What to produce:
Please find the lines in the entries below that contain the word "Digitize", and copy each one.

[[ Extracted entries open ]]

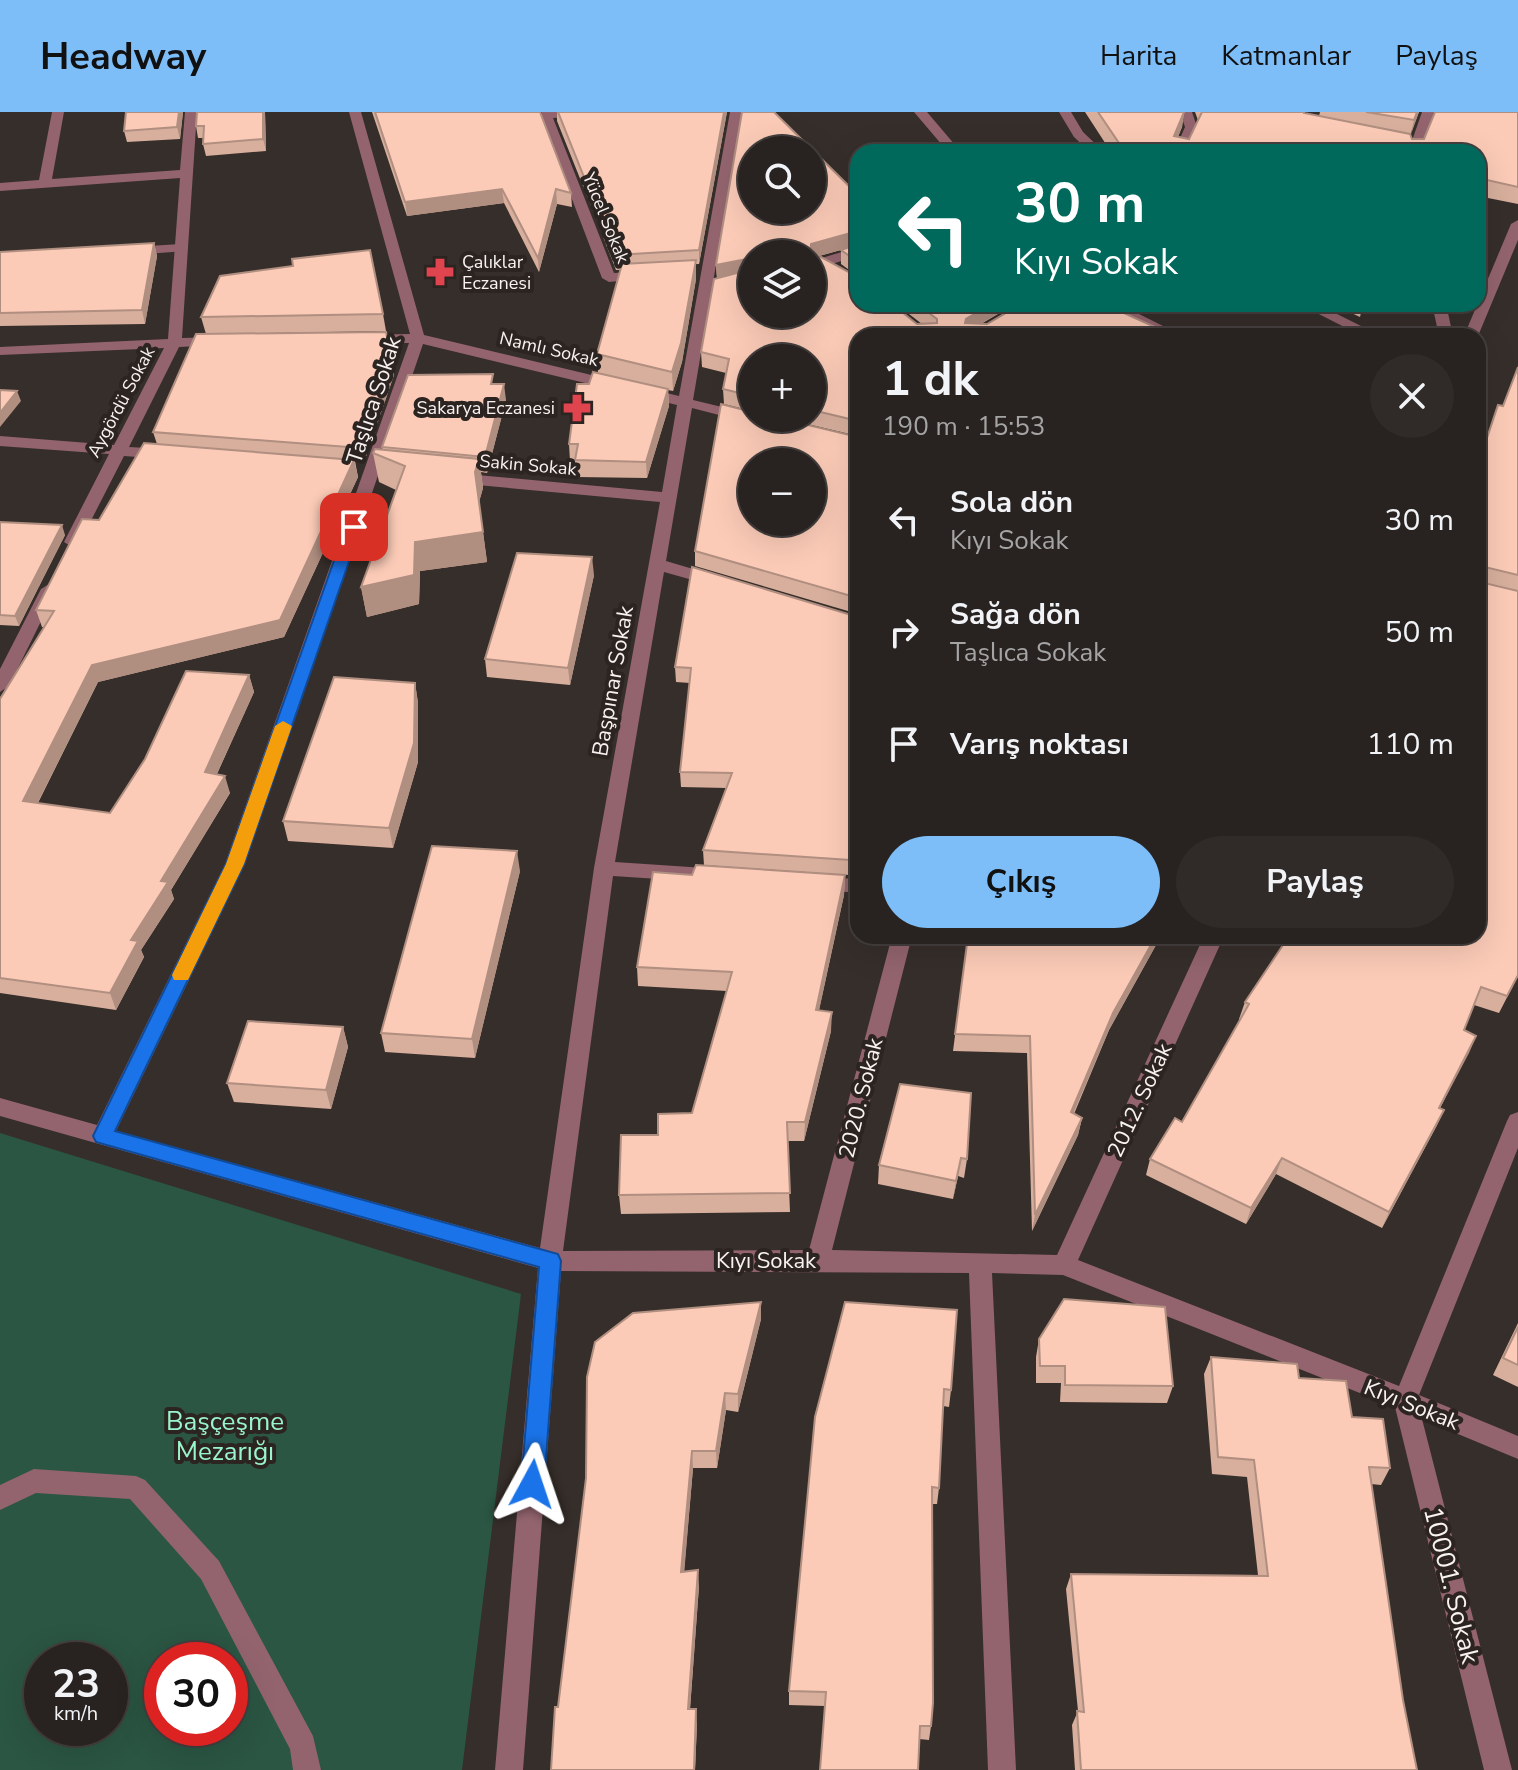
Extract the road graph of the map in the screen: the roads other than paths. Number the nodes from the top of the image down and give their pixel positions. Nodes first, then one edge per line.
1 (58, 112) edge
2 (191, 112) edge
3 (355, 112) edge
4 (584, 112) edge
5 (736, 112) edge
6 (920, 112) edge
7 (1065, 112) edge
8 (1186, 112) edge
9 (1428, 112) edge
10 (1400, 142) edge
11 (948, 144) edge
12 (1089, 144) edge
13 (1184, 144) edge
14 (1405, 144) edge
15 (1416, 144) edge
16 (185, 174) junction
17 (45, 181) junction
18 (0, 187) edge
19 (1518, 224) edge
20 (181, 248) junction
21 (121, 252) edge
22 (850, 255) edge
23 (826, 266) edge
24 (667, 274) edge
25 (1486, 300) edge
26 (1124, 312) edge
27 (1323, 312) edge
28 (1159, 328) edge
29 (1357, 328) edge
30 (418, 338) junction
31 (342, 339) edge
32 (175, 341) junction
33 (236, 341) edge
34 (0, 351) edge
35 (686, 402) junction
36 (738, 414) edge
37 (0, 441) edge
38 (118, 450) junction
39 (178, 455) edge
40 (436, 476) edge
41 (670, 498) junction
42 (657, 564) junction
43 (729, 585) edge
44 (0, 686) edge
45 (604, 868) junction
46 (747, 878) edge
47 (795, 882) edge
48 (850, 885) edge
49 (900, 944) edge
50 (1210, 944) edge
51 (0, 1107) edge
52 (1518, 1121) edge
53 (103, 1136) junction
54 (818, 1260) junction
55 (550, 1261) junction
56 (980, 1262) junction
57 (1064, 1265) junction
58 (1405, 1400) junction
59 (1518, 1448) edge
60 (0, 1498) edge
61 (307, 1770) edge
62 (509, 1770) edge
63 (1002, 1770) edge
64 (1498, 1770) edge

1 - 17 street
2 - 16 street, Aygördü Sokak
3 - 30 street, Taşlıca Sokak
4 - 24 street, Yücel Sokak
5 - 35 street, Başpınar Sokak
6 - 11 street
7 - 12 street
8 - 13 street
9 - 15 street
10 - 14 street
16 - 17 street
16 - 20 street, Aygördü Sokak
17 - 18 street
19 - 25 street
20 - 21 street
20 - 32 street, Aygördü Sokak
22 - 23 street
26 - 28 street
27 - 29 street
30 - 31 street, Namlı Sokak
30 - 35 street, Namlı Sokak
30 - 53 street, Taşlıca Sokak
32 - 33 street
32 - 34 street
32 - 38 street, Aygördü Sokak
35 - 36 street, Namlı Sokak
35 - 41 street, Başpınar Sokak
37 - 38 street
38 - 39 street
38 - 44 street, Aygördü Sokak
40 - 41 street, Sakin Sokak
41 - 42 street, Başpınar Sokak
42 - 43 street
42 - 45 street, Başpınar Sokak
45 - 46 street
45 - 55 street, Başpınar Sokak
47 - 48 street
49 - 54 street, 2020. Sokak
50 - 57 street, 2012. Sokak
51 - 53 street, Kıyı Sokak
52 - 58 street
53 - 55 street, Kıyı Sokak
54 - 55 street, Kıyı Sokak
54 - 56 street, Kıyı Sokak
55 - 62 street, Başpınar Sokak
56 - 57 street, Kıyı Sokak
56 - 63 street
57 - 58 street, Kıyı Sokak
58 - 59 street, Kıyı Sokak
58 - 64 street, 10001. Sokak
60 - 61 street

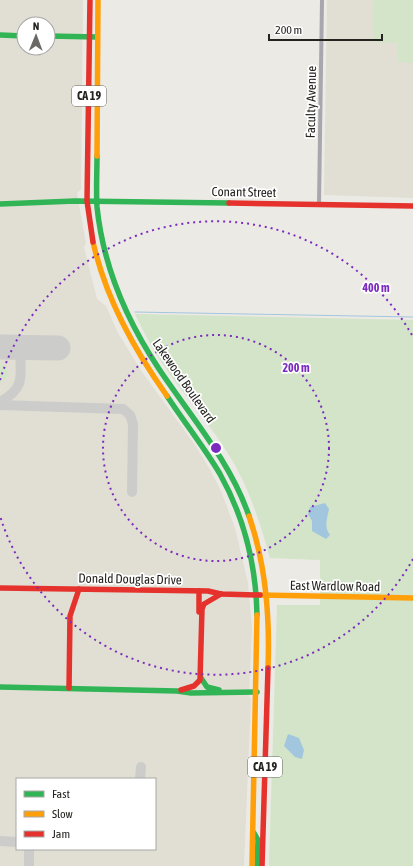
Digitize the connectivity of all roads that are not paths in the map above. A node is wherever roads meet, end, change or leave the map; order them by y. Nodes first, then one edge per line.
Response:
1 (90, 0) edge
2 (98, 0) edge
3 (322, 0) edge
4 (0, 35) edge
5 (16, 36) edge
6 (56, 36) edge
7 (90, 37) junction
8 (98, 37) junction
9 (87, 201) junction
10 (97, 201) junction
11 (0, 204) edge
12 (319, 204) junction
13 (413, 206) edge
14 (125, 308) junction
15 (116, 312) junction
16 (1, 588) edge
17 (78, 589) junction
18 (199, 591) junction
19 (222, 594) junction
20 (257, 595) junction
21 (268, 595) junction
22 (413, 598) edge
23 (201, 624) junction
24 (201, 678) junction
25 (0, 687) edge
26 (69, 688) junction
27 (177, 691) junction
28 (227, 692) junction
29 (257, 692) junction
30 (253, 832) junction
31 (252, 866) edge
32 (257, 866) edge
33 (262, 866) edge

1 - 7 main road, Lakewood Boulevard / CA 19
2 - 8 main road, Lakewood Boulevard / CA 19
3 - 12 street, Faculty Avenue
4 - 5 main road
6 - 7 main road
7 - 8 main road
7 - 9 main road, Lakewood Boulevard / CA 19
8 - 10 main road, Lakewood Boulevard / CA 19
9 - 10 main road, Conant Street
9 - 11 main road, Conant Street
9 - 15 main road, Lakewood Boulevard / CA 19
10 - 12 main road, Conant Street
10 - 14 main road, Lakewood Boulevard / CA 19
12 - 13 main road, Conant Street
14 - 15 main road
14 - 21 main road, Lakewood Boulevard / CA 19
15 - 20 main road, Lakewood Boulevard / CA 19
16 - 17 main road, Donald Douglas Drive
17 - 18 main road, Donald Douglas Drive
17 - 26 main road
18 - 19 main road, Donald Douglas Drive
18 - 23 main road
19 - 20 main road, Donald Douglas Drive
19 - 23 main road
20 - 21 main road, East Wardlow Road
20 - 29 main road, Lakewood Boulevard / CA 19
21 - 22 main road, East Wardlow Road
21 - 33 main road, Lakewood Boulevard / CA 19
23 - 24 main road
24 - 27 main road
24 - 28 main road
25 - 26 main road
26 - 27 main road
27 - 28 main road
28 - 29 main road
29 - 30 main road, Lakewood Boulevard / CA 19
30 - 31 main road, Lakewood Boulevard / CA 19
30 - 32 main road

[[ Extracted entries closed ]]
[[ Extracted entries open ]]

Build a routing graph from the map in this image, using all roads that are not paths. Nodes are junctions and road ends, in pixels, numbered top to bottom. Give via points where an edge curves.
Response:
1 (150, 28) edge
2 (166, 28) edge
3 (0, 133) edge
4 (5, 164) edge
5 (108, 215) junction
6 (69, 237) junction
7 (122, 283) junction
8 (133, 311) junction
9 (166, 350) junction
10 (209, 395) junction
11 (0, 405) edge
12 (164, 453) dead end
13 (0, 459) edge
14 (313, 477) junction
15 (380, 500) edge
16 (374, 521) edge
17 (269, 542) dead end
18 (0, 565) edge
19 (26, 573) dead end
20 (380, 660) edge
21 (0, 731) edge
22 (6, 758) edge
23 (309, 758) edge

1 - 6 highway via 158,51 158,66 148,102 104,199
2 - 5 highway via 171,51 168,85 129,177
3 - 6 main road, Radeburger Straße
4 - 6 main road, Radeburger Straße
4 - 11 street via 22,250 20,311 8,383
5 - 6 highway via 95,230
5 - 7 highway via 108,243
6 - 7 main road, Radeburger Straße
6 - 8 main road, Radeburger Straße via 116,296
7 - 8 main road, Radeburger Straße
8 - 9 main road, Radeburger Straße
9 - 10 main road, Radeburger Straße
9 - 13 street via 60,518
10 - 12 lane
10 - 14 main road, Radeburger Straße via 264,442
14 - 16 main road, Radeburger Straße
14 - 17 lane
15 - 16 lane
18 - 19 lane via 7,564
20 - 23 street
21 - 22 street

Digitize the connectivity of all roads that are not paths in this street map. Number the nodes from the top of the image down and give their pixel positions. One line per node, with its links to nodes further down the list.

[[ Extracted entries closed ]]

Exercise answer:
Digitize the connectivity of all roads that are not paths in the map above. A node is wherever roads meet, end, change or leave the map; order them by y. Nodes first, then one edge per line.
Digitize the connectivity of all roads that are not paths in this street map. Number the nodes from the top of the image down and give their pixel positions. One line per node, with its links to nodes further down the list.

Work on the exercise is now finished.